Task to carry out = Your job is to write out each record precisely as it stands.

Supplied records =
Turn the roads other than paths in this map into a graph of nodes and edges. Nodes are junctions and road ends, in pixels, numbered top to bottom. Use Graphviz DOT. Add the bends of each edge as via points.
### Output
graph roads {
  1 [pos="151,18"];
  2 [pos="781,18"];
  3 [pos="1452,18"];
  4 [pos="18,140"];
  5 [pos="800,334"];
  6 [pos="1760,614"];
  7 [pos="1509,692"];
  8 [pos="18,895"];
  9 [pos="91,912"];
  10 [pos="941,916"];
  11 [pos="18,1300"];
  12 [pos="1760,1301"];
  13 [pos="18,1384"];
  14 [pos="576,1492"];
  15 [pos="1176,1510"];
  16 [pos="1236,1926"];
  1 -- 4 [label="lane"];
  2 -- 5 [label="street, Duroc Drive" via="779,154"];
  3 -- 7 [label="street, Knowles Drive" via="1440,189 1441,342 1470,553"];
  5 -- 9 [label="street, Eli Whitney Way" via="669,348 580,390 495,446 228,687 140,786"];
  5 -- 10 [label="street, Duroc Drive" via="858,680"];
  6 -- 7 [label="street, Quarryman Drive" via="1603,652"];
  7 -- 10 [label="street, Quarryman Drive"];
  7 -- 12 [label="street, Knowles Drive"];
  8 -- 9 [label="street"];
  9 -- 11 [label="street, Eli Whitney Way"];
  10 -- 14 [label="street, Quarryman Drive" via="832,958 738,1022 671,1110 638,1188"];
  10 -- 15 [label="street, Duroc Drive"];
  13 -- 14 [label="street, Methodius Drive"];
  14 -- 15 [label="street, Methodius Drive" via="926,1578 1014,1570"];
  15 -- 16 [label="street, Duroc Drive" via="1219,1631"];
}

Response area =
Turn the roads other than paths in this map into a graph of nodes and edges. Nodes are junctions and road ends, in pixels, numbered top to bottom. Use Graphviz DOT. Add the bends of each edge as via points.
### Output
graph roads {
  1 [pos="151,18"];
  2 [pos="781,18"];
  3 [pos="1452,18"];
  4 [pos="18,140"];
  5 [pos="800,334"];
  6 [pos="1760,614"];
  7 [pos="1509,692"];
  8 [pos="18,895"];
  9 [pos="91,912"];
  10 [pos="941,916"];
  11 [pos="18,1300"];
  12 [pos="1760,1301"];
  13 [pos="18,1384"];
  14 [pos="576,1492"];
  15 [pos="1176,1510"];
  16 [pos="1236,1926"];
  1 -- 4 [label="lane"];
  2 -- 5 [label="street, Duroc Drive" via="779,154"];
  3 -- 7 [label="street, Knowles Drive" via="1440,189 1441,342 1470,553"];
  5 -- 9 [label="street, Eli Whitney Way" via="669,348 580,390 495,446 228,687 140,786"];
  5 -- 10 [label="street, Duroc Drive" via="858,680"];
  6 -- 7 [label="street, Quarryman Drive" via="1603,652"];
  7 -- 10 [label="street, Quarryman Drive"];
  7 -- 12 [label="street, Knowles Drive"];
  8 -- 9 [label="street"];
  9 -- 11 [label="street, Eli Whitney Way"];
  10 -- 14 [label="street, Quarryman Drive" via="832,958 738,1022 671,1110 638,1188"];
  10 -- 15 [label="street, Duroc Drive"];
  13 -- 14 [label="street, Methodius Drive"];
  14 -- 15 [label="street, Methodius Drive" via="926,1578 1014,1570"];
  15 -- 16 [label="street, Duroc Drive" via="1219,1631"];
}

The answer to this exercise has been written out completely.